By the way, I imagine the visit to see his friend may help with moving forward. Just be careful that returning home doesn't see him re-turn to that sense of self or identity that relates to suffering. Turning toward the person he wants to be should be a key focus.

Take care

Community Member

Hi LoveSeeker,

Sometimes people need space and time to heal. They're not pushing the people who love them away but building strength to love them as best they can. Stay strong.

Thank you so much, SammiSam and TheRising,

I am really grateful. I just spoke to my partner as he is about to go on a week's trip to visit his friend in another state. I think that is really good because he is fairly depressed at the moment and I believe his good friend will give him some energy back.
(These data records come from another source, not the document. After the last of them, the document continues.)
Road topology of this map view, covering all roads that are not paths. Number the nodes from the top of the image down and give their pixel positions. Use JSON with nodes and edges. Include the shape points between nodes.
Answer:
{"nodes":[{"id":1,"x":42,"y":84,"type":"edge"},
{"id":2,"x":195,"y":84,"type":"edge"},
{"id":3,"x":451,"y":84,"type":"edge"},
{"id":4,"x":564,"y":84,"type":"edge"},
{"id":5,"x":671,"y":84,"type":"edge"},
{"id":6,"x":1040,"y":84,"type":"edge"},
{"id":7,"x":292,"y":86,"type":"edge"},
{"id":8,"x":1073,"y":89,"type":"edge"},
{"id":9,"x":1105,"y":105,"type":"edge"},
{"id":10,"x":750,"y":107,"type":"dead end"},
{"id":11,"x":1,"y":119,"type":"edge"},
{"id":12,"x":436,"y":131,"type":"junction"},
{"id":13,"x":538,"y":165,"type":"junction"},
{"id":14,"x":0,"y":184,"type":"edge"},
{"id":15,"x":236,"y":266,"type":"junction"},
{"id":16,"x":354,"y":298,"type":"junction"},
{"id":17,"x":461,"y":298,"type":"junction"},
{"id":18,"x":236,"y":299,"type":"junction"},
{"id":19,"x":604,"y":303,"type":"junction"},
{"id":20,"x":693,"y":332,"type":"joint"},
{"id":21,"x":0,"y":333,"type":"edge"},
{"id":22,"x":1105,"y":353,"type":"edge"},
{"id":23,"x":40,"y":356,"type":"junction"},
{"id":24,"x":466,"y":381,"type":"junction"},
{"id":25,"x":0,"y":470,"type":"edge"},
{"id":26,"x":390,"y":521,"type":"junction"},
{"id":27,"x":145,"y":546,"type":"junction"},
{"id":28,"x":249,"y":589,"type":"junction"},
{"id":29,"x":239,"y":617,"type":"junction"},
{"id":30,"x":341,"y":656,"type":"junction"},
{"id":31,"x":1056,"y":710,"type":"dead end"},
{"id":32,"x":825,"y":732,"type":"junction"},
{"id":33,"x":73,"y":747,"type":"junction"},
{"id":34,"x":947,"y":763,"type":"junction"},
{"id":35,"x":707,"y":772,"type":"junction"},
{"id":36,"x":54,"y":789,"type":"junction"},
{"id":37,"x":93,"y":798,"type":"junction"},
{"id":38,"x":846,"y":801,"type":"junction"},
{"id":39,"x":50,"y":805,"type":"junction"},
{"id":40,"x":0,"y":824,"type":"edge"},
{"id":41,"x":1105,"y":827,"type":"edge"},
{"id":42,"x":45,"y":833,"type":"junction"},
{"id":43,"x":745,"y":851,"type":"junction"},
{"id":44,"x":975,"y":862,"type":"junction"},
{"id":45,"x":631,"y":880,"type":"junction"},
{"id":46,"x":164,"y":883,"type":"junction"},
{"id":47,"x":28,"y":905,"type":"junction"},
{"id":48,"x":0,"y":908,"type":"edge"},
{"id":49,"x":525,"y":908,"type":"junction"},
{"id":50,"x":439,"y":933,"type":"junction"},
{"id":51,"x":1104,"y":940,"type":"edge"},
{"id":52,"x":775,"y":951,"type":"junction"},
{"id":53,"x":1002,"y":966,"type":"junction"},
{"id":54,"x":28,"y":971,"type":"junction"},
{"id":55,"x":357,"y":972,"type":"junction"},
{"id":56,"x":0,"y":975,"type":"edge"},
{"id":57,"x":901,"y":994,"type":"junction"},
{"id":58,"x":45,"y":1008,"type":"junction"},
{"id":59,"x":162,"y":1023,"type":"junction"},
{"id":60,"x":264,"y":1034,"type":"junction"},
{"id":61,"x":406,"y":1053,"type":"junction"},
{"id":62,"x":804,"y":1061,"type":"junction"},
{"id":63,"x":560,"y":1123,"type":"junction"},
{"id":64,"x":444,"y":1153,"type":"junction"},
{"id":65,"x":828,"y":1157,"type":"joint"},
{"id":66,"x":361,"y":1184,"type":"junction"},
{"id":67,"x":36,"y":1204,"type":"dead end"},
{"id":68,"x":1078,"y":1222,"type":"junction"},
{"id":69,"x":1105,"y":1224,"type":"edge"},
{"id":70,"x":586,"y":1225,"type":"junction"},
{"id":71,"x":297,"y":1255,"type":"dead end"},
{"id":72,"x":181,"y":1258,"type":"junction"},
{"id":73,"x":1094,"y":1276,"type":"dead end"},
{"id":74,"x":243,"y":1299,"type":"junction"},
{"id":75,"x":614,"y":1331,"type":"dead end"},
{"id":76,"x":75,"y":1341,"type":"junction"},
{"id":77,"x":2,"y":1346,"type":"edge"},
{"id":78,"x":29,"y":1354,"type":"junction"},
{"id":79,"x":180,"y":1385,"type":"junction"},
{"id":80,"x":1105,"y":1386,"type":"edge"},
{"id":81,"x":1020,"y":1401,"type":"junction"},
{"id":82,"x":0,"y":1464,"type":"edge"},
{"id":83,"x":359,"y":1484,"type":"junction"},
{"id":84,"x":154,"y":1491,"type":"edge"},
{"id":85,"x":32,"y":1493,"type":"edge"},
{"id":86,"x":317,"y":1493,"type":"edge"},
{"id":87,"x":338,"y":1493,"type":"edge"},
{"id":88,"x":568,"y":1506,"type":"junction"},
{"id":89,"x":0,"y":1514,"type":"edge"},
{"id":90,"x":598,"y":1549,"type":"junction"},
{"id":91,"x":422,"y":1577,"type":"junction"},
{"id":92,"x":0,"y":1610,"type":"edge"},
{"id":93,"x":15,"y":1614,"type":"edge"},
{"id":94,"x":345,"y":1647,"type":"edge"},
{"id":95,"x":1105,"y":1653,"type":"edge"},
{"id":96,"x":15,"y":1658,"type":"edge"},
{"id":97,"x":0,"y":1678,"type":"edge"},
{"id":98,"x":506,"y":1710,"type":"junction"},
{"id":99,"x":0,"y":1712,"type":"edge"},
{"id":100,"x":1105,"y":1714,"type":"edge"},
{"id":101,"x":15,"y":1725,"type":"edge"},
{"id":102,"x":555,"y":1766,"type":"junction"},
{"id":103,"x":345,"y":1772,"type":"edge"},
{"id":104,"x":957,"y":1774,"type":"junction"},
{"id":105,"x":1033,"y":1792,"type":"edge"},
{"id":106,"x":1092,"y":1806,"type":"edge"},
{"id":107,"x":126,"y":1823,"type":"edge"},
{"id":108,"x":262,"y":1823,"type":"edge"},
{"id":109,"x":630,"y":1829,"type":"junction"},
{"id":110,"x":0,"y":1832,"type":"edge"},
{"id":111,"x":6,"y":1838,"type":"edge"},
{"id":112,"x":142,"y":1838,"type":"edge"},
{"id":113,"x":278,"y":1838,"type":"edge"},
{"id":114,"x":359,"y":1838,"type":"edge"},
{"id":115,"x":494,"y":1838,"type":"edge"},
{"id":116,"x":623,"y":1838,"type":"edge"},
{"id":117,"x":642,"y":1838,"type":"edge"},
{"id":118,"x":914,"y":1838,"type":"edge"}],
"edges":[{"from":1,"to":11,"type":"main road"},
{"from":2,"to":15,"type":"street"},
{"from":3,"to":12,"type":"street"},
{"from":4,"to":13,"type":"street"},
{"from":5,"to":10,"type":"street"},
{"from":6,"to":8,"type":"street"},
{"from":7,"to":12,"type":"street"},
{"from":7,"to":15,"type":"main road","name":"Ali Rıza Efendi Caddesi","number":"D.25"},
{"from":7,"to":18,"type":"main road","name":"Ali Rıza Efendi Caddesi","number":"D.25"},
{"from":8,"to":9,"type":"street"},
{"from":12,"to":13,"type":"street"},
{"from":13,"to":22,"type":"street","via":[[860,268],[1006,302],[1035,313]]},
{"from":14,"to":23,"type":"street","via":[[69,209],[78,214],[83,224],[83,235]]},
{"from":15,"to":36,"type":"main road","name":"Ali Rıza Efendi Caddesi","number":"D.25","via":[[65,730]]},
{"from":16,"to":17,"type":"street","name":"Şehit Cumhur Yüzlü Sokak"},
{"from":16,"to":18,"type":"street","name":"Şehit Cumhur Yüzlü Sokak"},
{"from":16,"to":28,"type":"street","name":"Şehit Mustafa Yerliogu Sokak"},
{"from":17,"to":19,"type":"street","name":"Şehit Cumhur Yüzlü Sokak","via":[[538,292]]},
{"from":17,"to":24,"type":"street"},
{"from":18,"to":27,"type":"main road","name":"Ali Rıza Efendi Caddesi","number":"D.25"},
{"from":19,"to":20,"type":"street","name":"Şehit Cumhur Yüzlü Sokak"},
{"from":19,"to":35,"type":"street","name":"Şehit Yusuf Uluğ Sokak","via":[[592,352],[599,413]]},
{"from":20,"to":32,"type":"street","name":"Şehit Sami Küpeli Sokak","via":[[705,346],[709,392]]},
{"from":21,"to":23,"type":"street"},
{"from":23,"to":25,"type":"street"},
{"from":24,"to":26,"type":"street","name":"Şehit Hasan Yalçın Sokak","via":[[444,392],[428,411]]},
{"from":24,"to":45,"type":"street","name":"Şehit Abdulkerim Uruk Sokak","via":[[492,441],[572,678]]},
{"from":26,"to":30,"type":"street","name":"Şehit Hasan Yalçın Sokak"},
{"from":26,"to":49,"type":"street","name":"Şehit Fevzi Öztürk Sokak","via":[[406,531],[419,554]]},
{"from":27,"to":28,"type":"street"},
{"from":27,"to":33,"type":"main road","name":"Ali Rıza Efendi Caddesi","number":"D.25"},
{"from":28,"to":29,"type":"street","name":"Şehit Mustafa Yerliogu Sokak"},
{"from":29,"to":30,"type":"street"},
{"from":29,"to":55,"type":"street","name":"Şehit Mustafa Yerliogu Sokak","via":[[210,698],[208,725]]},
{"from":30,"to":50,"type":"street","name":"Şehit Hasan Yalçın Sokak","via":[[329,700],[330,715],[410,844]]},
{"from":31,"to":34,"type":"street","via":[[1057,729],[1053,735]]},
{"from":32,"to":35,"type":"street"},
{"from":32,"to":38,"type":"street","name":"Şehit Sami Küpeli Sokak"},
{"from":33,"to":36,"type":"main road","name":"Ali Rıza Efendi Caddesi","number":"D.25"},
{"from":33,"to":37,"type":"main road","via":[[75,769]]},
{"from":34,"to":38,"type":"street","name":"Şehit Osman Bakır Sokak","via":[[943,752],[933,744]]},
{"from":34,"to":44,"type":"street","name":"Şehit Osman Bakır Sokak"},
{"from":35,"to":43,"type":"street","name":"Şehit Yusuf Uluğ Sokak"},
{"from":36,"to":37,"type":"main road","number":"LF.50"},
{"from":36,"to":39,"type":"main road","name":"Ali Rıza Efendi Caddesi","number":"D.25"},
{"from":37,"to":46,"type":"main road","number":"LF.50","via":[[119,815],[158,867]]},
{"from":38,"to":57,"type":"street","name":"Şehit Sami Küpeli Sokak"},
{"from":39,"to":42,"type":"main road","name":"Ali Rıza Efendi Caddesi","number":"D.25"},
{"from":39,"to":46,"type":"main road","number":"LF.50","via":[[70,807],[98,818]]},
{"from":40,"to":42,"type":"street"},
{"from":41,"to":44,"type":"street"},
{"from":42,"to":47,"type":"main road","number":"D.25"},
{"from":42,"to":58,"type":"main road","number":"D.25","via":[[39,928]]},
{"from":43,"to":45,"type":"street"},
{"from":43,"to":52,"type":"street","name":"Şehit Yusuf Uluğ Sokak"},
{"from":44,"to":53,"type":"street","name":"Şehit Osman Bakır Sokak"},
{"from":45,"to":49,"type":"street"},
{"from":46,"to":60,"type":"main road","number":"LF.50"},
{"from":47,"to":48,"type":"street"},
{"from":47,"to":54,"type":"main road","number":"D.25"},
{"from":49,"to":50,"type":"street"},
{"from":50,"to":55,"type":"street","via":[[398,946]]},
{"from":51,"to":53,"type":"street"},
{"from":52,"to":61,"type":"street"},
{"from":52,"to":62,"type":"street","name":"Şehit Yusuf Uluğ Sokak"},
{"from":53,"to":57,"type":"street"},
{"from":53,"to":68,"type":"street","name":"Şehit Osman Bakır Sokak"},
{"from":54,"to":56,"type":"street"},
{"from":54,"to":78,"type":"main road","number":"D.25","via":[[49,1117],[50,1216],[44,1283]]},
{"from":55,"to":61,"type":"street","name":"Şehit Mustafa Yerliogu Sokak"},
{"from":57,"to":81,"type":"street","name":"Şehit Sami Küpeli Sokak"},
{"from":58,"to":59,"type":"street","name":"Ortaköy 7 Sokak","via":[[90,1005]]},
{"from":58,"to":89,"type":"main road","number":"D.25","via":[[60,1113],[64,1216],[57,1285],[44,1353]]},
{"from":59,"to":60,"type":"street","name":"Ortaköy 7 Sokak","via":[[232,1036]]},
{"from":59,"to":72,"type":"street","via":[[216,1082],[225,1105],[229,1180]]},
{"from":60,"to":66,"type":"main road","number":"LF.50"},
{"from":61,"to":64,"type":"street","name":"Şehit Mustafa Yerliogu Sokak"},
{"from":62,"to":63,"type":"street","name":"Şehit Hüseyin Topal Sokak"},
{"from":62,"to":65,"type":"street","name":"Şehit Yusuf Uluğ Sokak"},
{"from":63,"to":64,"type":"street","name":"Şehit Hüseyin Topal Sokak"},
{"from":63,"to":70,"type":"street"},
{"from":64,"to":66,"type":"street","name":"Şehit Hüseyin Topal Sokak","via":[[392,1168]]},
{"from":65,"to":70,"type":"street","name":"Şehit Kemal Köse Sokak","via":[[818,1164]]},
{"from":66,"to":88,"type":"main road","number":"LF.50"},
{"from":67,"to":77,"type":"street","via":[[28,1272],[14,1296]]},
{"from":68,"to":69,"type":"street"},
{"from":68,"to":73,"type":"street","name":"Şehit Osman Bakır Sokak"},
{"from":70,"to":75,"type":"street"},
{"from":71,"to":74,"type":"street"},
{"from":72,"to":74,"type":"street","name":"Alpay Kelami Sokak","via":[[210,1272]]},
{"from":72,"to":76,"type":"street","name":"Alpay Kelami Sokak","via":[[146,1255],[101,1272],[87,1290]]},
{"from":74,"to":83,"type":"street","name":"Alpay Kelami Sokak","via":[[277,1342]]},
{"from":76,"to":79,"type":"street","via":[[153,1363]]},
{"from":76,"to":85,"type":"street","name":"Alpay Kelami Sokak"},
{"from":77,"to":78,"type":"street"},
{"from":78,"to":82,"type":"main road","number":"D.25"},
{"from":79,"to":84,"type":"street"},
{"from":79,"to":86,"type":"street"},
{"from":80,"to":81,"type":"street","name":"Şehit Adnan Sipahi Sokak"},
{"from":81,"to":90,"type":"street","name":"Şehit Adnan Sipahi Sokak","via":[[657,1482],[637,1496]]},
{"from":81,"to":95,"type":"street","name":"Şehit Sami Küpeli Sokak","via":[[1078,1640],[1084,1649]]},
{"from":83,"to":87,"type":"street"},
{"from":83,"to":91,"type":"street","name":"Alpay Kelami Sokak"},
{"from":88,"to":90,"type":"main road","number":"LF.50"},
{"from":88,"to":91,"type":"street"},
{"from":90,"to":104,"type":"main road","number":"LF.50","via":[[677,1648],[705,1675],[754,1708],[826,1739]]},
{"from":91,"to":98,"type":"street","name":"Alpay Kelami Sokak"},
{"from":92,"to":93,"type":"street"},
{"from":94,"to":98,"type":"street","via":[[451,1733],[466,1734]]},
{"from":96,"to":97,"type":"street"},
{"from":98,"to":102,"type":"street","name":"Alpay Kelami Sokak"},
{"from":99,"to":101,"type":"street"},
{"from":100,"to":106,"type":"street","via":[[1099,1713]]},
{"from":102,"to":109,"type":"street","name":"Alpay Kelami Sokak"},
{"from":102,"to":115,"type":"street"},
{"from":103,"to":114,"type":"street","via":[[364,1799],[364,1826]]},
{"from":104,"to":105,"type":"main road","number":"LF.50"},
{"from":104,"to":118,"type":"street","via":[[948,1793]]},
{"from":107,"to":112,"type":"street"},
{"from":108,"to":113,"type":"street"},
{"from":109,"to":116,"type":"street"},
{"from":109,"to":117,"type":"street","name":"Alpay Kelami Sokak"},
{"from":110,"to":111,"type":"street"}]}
His psychologist thinks so, too. Do you believe that a change of scenery and some happy times can help him? And will that be lasting or will he go back into deeper depression when he returns to his dreaded place that reminds him of everything?

Also, I told him that I will not be in touch with him because I want him to have all the time he wants and needs while he is away. I will be away when he returns, so I told him he does not need to get in touch and that I give him the reigns so he can choose whether he would like to be in touch or not. He agrees that it may be good because otherwise he distracts himself with happy thoughts about me. It was all very lovely and warm, and we said goodbye following up with lots of sweet messages. My question now is, is that the right way? I really do not want to get in the way while he is going through the worst. He says, he is having a pretty bad time right now and he needs to get through it. I want to make sure he is not affected by me, so he can do what is right for him.

Do you think this is a good way forward? He says the feelings for me are definitely there and he would always be honest if something changed. We are so loving with each other. Do you think that his grief may lead to him losing his feelings for me? He tells me I am wonderful, that he feels warm and happy whenever he hears my voice or reads from me and sends lots of kissing emojis. Do you think that could simply disappear while he goes through his emotional pain? I guess, I am just getting a little scared sometimes that he might suddenly tell me his feelings are gone. Is that likely considering that everything looks as if he loves me as much as I love him?

I believe in us and that we have an extraordinary connection but I am scared of what this grief will do with him. So I am not sure whether I am just too anxious and what we are doing is the right steps or whether I am missing something I should be observant of. Am I doing the right thing by telling him that I will not be in touch for a few weeks but that he can be if he likes? Am I giving him space properly?

How can I move past my constant fear of losing him and look after myself in the process.